A #1 bestseller in Australia, this fabulous debut is a funny, touching, revealing story written entirely in the form of letters, messages, postcards—and bizarre missives from imaginary organizations like The Cold Hard Truth Association.
Feeling Sorry for Celia captures, with rare acuity, female friendship and the bonding and parting that occurs as we grow. Jaclyn Moriarty's hilariously candid novel shows that the roller coaster ride of being a teenager is every bit as fun as we remember—and every bit as harrowing.
Coyly channeling teen quirkiness and enthusiasm, Moriarty captures the essence of a girl's adolescent years in her epistolary first novel. Consisting entirely of letters and notes written to and from protagonist Elizabeth Clarry, this peek into the life of an Australian teenager reads like a clandestine perusal of a very capably written diary.
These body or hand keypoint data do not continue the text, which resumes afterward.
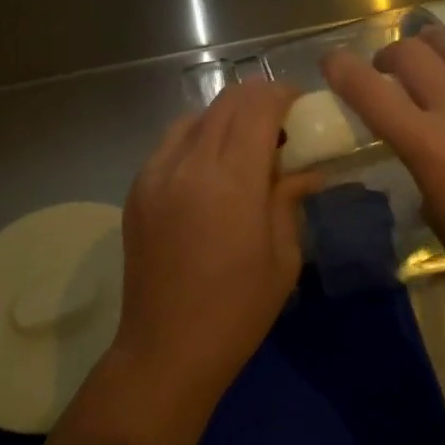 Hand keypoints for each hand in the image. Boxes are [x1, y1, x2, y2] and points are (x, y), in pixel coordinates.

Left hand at [112, 79, 316, 415]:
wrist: (166, 349)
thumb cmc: (238, 310)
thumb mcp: (283, 255)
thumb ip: (290, 198)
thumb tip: (308, 169)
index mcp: (230, 179)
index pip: (257, 104)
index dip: (283, 95)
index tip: (301, 107)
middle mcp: (188, 163)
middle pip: (227, 101)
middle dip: (259, 101)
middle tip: (281, 125)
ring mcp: (155, 172)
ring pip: (196, 117)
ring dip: (226, 119)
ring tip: (245, 148)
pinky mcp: (137, 187)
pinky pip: (172, 143)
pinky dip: (198, 139)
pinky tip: (211, 171)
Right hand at [323, 28, 444, 331]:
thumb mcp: (436, 213)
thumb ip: (421, 164)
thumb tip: (423, 140)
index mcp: (430, 146)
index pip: (371, 92)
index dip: (342, 70)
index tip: (331, 62)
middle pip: (414, 54)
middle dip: (390, 55)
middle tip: (387, 70)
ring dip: (436, 44)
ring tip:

The daughter of divorced parents, Elizabeth is becoming reacquainted with her father, who has recently returned to Australia and wants to make up for all the time with her he's missed--this consists primarily of dragging her to expensive restaurants. Her life is further complicated by her best friend, Celia Buckley, who careens from one escapade to the next, confident someone else will bail her out. An English assignment lands Elizabeth a pen pal from a neighboring school, and she is becoming a serious long-distance runner, but Celia (and boys, of course) are serious distractions. Holding her own despite internal doubts, Elizabeth navigates the murky waters of adolescence essentially alone. Her mother is a parody of a contemporary career woman: emotionally dependent and immersed in her job at an ad agency, she leaves dizzy notes (many of which are no more than thinly veiled pleas for help with ad campaigns) around the house for Elizabeth, who is left to cook, clean and look after herself. Although adults may find the novel cloying at times, and younger readers might miss some of the humor (especially where the behavior of the adults is concerned), this teen's journey of self-discovery is a pleasant, feather-light distraction.